Bring up a console session on the server to be vMotioned. I use an IIS server as an example, as it’s customer facing, and they understand that well. In my console session, I start a ping -t to another server. In this case, it’s an application server, which the IIS server needs to maintain contact with, or customers will be impacted. Then I execute my vMotion. You might need to explain what “ping” is, so that everyone is on board.
After the server vMotions, I show them that we didn’t drop any packets, and that the customer has not been impacted, and then show them that the VM is on another host. I always reduce my DRS automation level before the demo. I don’t want them to see other migrations happening while we’re demoing. That would spawn a discussion we don’t want to have right now. This takes us to the 10 minute point, barring any questions.
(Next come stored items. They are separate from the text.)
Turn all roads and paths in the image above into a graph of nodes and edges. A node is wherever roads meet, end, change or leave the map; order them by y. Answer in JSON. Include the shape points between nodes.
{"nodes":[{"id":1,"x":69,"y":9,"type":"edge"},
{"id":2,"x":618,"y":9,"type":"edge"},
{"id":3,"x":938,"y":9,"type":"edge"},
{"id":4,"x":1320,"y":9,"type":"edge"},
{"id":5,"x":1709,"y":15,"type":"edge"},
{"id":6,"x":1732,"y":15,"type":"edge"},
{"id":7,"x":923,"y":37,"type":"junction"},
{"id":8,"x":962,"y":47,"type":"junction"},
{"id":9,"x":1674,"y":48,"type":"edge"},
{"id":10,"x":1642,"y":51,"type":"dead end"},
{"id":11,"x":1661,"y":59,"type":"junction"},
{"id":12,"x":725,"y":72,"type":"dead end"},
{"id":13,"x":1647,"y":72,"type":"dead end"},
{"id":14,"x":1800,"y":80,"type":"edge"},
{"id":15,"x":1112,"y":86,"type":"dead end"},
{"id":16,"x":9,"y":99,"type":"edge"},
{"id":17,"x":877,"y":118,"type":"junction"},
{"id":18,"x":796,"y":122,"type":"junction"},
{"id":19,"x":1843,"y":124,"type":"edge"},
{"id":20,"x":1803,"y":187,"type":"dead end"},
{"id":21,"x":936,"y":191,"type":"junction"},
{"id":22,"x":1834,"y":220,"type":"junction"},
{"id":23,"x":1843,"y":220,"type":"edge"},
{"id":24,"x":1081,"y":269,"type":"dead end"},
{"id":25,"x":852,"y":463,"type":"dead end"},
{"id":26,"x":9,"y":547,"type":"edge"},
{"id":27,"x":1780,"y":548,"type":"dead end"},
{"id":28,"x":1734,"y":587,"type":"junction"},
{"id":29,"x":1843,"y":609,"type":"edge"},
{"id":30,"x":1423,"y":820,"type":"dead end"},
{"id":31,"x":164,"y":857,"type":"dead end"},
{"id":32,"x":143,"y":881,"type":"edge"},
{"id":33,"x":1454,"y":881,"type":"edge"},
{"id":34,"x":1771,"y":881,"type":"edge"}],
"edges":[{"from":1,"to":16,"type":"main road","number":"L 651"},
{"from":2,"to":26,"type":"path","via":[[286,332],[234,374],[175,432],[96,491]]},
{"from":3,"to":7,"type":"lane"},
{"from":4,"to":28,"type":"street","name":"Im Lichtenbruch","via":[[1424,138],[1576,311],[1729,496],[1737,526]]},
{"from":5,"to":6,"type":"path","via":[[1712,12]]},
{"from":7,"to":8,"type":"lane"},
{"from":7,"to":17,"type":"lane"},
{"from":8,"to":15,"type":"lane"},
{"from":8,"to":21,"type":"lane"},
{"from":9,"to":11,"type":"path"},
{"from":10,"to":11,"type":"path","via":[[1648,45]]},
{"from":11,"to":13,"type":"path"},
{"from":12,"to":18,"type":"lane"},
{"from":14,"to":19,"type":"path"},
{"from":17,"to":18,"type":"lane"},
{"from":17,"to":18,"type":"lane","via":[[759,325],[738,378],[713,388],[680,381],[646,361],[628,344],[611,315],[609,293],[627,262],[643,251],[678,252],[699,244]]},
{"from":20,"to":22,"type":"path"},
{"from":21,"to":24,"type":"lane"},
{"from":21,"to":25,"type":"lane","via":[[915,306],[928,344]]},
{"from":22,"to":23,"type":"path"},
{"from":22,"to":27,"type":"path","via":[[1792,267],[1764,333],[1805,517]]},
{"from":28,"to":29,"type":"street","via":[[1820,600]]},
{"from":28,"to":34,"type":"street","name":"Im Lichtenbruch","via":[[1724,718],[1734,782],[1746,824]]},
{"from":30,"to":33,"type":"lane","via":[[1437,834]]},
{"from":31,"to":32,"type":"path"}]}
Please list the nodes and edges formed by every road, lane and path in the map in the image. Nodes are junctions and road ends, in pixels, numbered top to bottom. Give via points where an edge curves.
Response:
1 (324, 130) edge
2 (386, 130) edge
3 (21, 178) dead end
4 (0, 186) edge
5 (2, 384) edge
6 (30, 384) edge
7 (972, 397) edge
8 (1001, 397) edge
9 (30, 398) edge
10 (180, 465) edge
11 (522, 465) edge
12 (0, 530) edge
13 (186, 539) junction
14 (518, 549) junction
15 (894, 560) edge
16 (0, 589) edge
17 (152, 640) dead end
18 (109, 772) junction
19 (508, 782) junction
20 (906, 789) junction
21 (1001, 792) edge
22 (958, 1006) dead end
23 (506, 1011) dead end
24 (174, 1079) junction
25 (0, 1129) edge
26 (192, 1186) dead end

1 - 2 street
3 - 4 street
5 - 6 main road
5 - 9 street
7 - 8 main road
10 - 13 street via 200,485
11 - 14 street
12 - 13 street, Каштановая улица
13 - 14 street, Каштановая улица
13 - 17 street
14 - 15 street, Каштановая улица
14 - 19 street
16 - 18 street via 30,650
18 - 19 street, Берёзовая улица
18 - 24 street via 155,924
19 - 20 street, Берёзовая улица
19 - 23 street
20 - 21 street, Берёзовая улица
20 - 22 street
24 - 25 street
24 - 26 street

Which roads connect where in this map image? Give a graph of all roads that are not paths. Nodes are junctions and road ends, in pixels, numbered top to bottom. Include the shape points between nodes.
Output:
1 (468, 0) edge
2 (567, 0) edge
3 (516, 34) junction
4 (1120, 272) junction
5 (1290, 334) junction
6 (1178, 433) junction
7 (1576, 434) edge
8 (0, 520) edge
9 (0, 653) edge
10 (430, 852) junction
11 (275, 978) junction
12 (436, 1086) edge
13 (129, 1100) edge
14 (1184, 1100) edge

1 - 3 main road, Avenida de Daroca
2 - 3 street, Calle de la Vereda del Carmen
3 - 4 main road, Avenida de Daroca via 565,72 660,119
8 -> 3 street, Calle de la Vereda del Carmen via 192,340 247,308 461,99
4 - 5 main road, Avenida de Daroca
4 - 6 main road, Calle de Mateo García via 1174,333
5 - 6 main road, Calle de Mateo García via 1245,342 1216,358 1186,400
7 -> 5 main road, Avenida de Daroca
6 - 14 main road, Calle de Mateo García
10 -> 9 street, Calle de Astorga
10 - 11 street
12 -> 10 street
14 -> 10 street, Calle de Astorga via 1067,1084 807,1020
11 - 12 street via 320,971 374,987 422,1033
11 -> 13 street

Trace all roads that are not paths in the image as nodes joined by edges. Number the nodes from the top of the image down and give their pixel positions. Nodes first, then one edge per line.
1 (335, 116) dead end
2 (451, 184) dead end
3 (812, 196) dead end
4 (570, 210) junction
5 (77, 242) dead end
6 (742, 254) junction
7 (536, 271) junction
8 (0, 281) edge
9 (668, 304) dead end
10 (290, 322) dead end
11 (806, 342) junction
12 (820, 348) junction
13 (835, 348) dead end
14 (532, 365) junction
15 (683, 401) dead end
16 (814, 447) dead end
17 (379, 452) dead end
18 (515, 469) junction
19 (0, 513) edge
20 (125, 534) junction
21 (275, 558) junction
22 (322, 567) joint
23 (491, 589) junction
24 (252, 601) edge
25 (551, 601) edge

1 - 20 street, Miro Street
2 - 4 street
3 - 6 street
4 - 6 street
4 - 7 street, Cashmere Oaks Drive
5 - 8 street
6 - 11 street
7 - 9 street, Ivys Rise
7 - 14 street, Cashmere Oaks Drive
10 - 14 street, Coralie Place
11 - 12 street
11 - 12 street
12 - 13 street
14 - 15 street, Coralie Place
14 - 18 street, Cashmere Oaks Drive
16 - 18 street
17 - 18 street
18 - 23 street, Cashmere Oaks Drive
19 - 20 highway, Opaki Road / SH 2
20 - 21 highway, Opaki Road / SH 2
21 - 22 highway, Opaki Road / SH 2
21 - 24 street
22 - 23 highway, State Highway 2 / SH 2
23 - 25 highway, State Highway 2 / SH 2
Inevitably at this point, someone usually asks what would happen if the server just failed with no warning. This plays right into your hands, as it’s the perfect segue into your next feature. Fault Tolerance. If they don’t ask, then you ask.
For FT, I setup an FTP server using FileZilla. You can setup whatever works best for your business, but make sure it is something that can clearly demonstrate that customers will not be impacted by an outage. I have preselected a “customer data file”, and setup a simple “FTP Client” VM with FileZilla Client.
I did have to adjust my incoming FTP speed for the server so that the file wouldn’t complete too quickly. You’ll want to make sure you have enough time to test a failover operation, and show the file transfer still going from both the client, and server perspective. So either select a huge file, or bump down your bit rate for the client in the FTP software.
Open up a console session on the FTP server, and then point out the “secondary” instance. Open a console session to the secondary. With both sessions side by side, poke around in the primary and open some windows, a browser, or whatever. You’ll want to demonstrate that the servers are in lockstep with one another. Open a console session to the FTP Client.
At this point, I explain how the customer is sending us this file, and start the transfer. I then explain that the particular host that the FTP server lives on is going to go down without warning. Show them the host name. You can simulate this with the Test Failover option.
It will take less than a minute, during which you will want to point out the bytes transferred on the server, and the client. Point out that the client has no errors, and then you’ll see the secondary come back online.
Again, show the host name so they can see that it has indeed changed servers. I found it helpful to time the file transfer so that it would complete right around this time. Then you can show them the server, the completed file, and the client, once again explaining how the customer has no idea that a server went down in our datacenter.
If you don’t get gasps or applause at this point, you did it wrong. Once again, PRACTICE this over, and over before taking it to the executives! You don’t want to be up there looking like Bill Gates demoing Win98. You want to look like John Chambers demoing the Cius.
Wrap up with an explanation that these are just three of hundreds of VMware features, and then answer the questions that follow. At the end, these people will be frantically searching for their checkbooks. Your millions should start flowing after the next budget committee meeting.